​Sewanee Council News: Election, 41A, Cell Tower

by Leslie Lytle, Messenger Staff Writer

Six seats are open for the Sewanee Community Council on the Nov. 3 election, four district seats and two at-large seats. Election officer Theresa Shackelford mapped out election protocols and possible changes at the Sept. 14 meeting. The council also heard updates on narrowing Highway 41A, reviewed cell tower plans and adopted a resolution honoring recently retired Vice-Chancellor John McCardell.

Council representative Pixie Dozier (District 3) and at-large representatives Cindy Potter and Shackelford will not seek re-election. Potential candidates must have resided in Sewanee at least two years and should submit a petition signed by 10 registered voters in their district to Tabatha Whitsett in the Provost’s Office. For at-large candidates, 10 signatures from any Sewanee registered voter suffice. Candidates should also submit a photo and brief bio. Nominating petitions are available from the Lease Office. The deadline for submitting petitions is Oct. 15. Page 11 of this issue has a nominating petition.

Early voting will be at the Lease Office during regular business hours from Oct. 16–30. Council representative Anna Palmer volunteered to help with Nov. 3 election day voting at Sewanee Elementary School.

Palmer suggested an electronic signature option for petitions, given the COVID-19 pandemic. Council representative Erik Keen proposed a remote voting option. Shackelford and Palmer will explore implementing the suggestions.

Frank Gladu, who heads up the Sewanee Village Project, updated the council on plans to narrow Highway 41A, a Tennessee Department of Transportation project six years in the making. Construction could begin as early as next spring, Gladu said. Benefits include sidewalks, planting strips, and a pedestrian activated crossing signal. Gladu estimates construction to take 9 to 15 months. Through-traffic passage will continue during construction with no traffic diverted onto University Avenue or other Sewanee streets.

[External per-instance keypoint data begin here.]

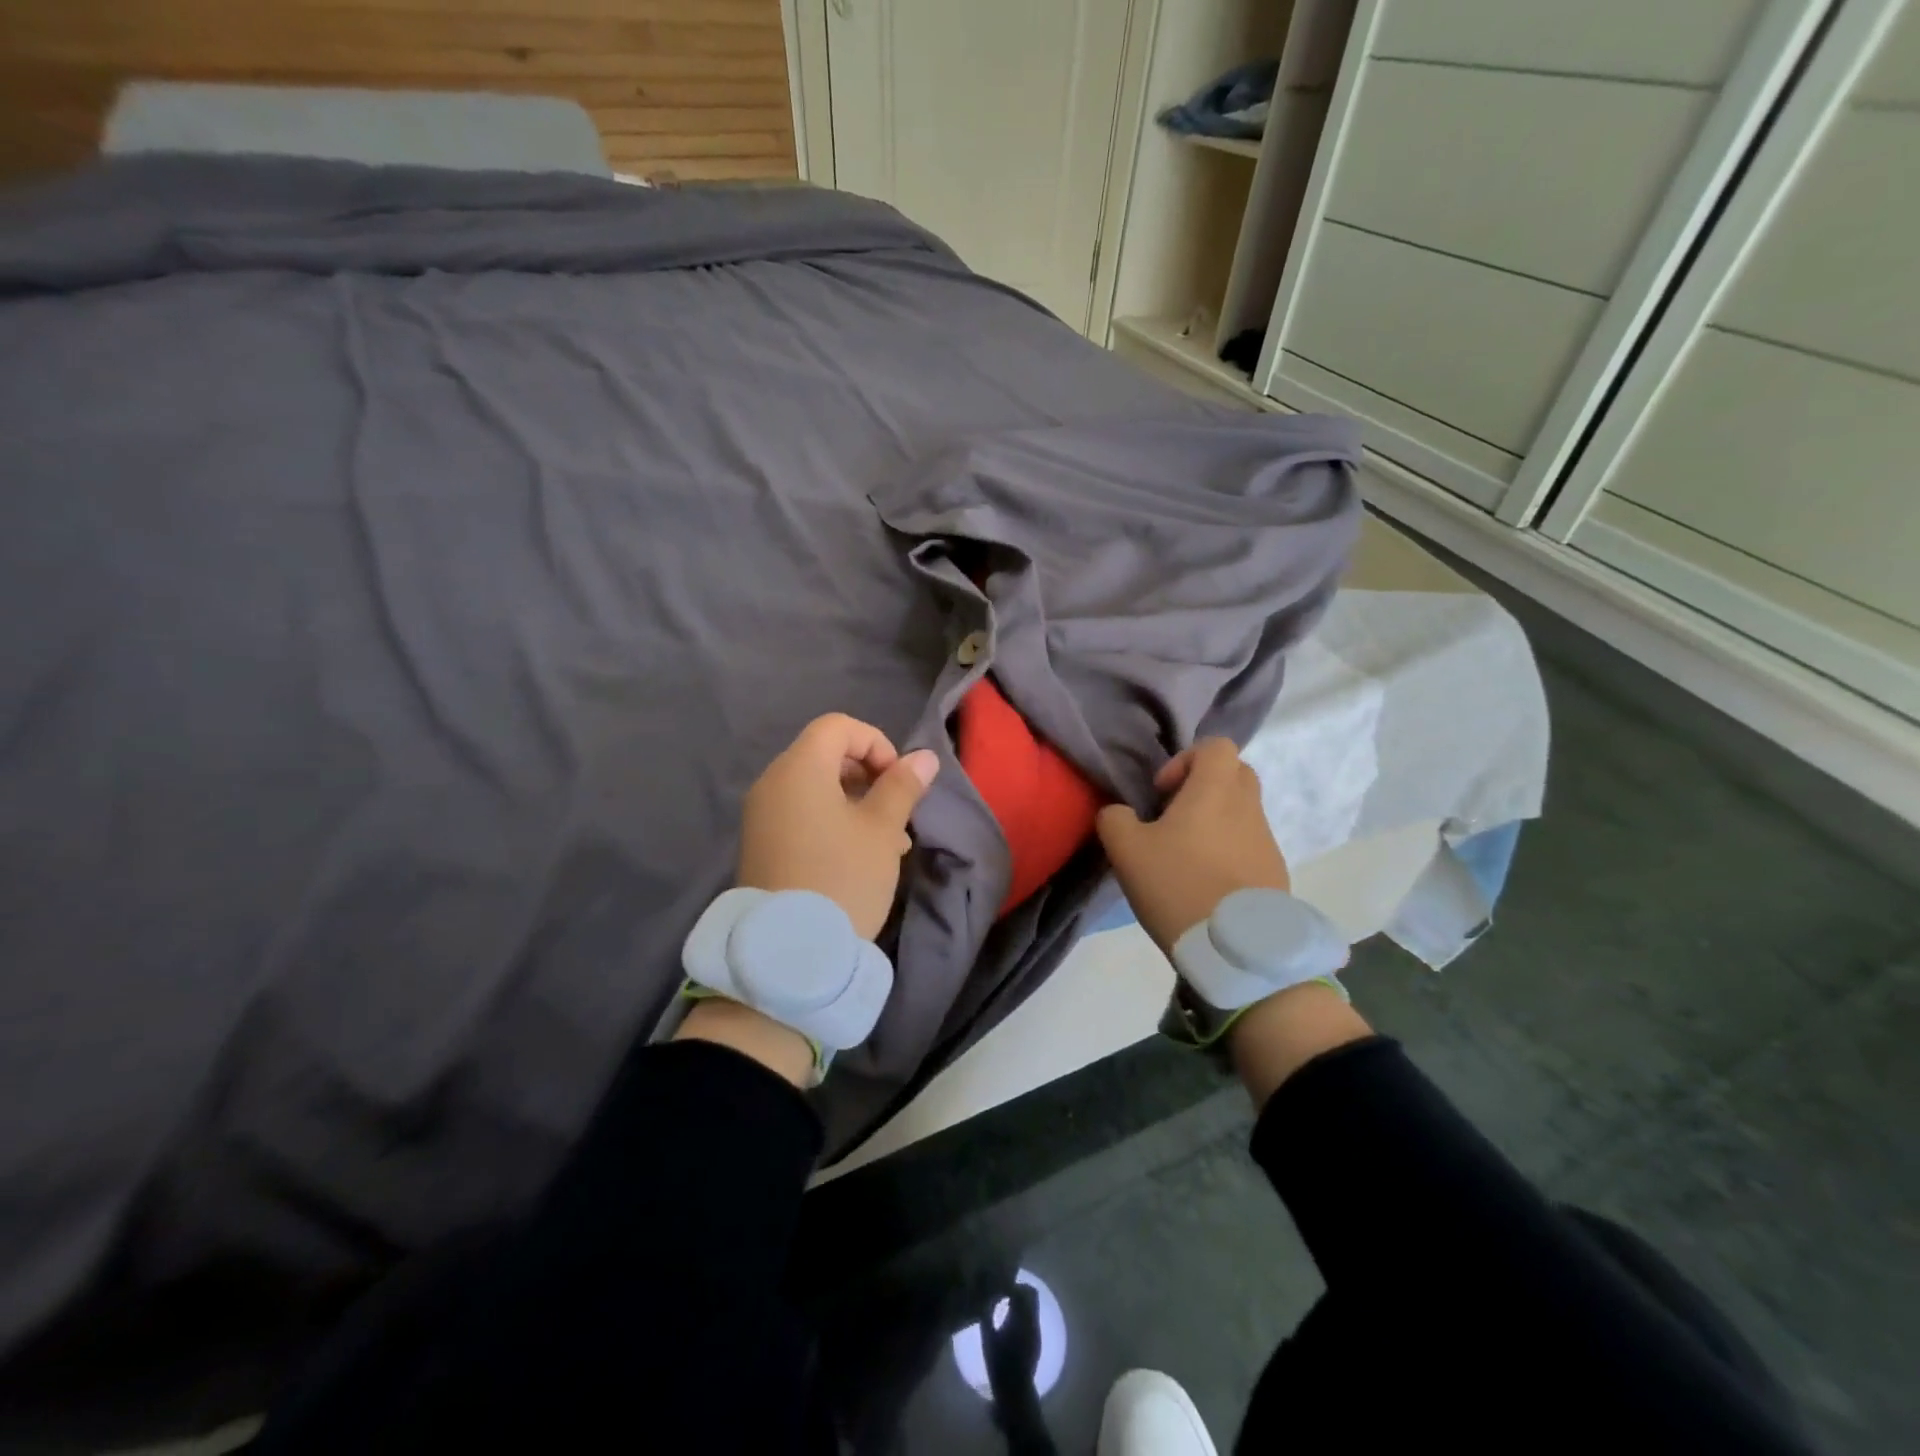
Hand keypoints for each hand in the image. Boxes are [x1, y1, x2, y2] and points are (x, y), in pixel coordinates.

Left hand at [737, 713, 939, 940]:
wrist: (788, 954)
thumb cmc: (843, 878)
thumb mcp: (882, 830)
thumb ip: (902, 786)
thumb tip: (924, 757)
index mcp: (799, 769)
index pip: (838, 727)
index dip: (876, 743)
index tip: (897, 781)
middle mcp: (772, 784)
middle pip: (825, 754)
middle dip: (868, 774)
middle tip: (894, 810)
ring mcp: (762, 816)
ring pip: (816, 788)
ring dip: (854, 801)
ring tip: (886, 840)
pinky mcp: (761, 844)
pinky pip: (801, 813)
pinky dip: (831, 820)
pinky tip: (859, 855)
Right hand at [1095, 737, 1288, 956]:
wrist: (1236, 947)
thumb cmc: (1178, 884)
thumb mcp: (1126, 850)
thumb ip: (1115, 819)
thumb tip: (1119, 813)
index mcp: (1215, 790)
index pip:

Shackelford expressed concern about a rate increase to Sewanee Utility District customers to pay for the infrastructure relocation required by the project, estimated to cost $288,000. “The University is in discussion with SUD to address their expense and reached a verbal agreement to partner with SUD to avoid any rate increases associated with the project,” Gladu said. He praised SUD for working with TDOT to mitigate the expense and significantly reducing the initial estimated cost, $500,000.

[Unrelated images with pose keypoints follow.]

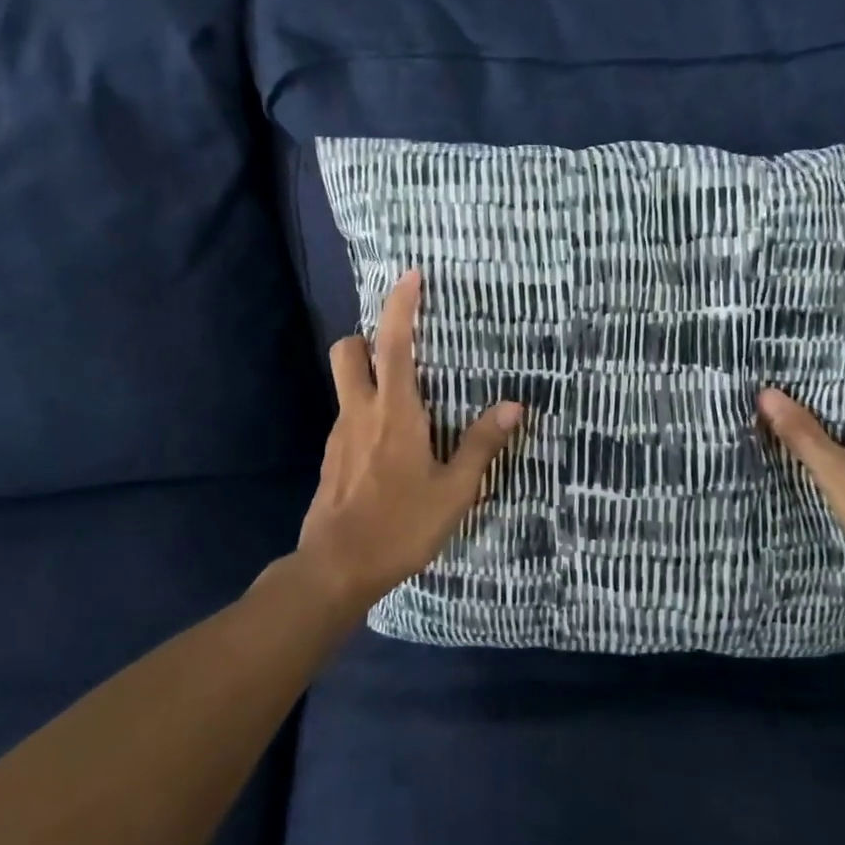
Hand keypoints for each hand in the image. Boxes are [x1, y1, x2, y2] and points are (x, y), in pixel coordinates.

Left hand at [294, 269, 522, 617]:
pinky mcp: (331, 457)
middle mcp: (360, 412)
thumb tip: (514, 405)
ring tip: (407, 399)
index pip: (393, 343)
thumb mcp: (454, 491)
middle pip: (347, 350)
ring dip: (369, 375)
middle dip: (367, 336)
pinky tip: (390, 445)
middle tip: (400, 349)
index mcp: (394, 412)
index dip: (401, 306)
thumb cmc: (400, 525)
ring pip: (345, 383)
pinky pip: (348, 417)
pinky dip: (366, 412)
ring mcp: (339, 434)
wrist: (335, 568)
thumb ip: (481, 445)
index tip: (411, 276)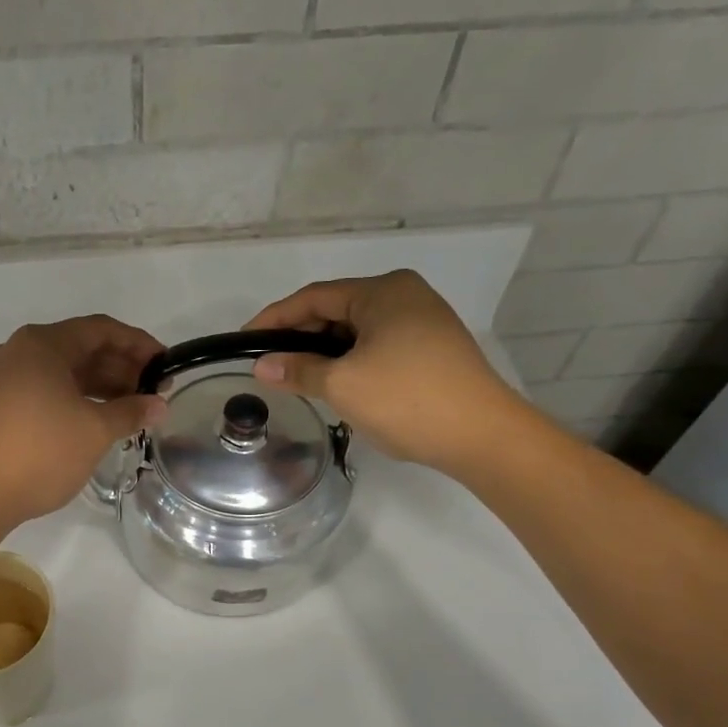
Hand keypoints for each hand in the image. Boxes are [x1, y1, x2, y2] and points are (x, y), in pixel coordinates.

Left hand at [0, 316, 166, 527]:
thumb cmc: (41, 452)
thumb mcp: (95, 430)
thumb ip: (131, 411)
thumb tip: (159, 405)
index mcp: (43, 344)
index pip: (101, 330)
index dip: (138, 344)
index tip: (166, 364)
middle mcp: (22, 352)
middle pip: (82, 348)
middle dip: (122, 367)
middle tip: (155, 390)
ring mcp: (8, 378)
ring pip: (66, 371)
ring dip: (102, 385)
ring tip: (135, 407)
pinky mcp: (2, 404)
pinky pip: (49, 388)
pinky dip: (79, 397)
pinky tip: (101, 418)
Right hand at [244, 270, 533, 473]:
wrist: (483, 435)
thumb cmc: (407, 399)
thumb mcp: (342, 385)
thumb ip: (298, 370)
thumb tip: (261, 366)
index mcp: (383, 291)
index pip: (313, 298)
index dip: (274, 318)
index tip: (244, 340)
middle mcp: (405, 295)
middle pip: (336, 311)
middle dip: (300, 338)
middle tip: (270, 365)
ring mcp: (424, 322)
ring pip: (358, 332)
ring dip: (325, 353)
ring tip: (298, 379)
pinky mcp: (433, 349)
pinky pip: (378, 346)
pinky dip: (351, 362)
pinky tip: (337, 385)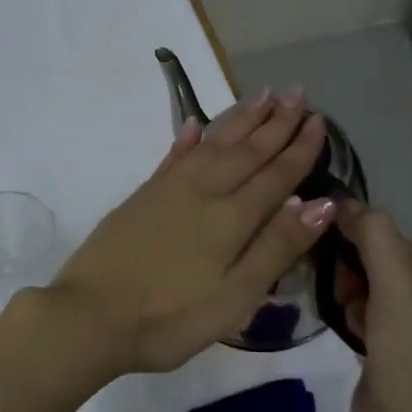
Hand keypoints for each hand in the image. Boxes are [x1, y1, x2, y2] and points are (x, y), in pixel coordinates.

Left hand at [47, 89, 337, 376]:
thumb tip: (321, 203)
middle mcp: (202, 192)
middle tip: (298, 93)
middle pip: (246, 151)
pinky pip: (173, 156)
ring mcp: (168, 190)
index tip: (319, 121)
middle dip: (275, 122)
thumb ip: (276, 247)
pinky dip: (188, 137)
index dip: (299, 149)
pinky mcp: (142, 197)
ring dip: (239, 120)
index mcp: (231, 218)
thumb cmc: (170, 318)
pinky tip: (195, 124)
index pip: (276, 175)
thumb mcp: (235, 296)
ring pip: (213, 144)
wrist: (90, 316)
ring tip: (262, 96)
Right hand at [334, 200, 411, 411]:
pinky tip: (346, 329)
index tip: (333, 255)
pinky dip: (350, 315)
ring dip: (349, 294)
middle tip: (343, 293)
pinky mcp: (388, 350)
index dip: (359, 240)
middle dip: (353, 271)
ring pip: (365, 287)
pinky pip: (362, 314)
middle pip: (376, 261)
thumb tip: (344, 203)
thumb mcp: (394, 285)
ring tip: (347, 315)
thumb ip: (374, 236)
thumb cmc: (407, 353)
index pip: (390, 238)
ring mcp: (410, 327)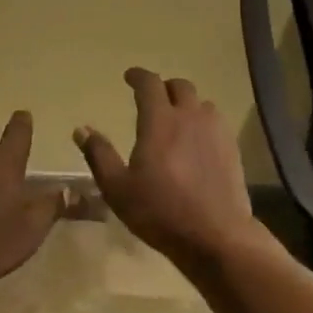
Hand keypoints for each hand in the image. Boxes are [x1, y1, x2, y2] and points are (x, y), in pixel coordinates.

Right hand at [74, 69, 257, 269]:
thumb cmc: (160, 211)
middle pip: (179, 86)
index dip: (138, 76)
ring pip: (201, 103)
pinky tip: (197, 141)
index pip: (149, 84)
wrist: (216, 236)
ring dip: (186, 104)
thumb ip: (99, 154)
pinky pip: (216, 122)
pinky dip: (202, 122)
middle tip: (152, 99)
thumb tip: (81, 129)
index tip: (129, 77)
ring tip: (176, 120)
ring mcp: (215, 131)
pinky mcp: (231, 148)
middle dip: (163, 87)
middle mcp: (189, 116)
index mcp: (160, 120)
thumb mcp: (118, 188)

Asked to comment on plans to locate a cell tower at the initially-proposed football field site, Vice-Chancellor Reuben Brigety said, “Because we have no idea how long the pandemic will last, it’s vital we improve our cell phone IT as quickly as possible and that we do so as cost effectively as possible.” In the meantime, Verizon will supply the University with COLT (Cell On Light Truck) service, cost $100,000 each six months. Brigety hopes the COLT will be in place before Christmas. He stressed the football field site, estimated cost $245,000, offered the best propagation, and the tower would not require a light. Remarking on the possibility of relocation of the tower with technological advances allowing for improved propagation, Brigety said, “I can’t imagine 30 years from now there will still be a cell tower at the football field.”

The council adopted a resolution thanking former Vice-Chancellor John McCardell for his service as council chair and Sewanee mayor. [See McCardell Resolution page 2.] The resolution praised McCardell for his commitment to “shared understanding,” encouraging council representatives to consult with their constituents and community members to attend council meetings.

At the June meeting, Shackelford proposed revisioning use of the Funding Project monies, but at the Sept. 14 meeting she withdrew the suggestion, citing the uncertainties of the pandemic.

The council also approved a new Dog Control policy bringing the community’s policy in line with state law.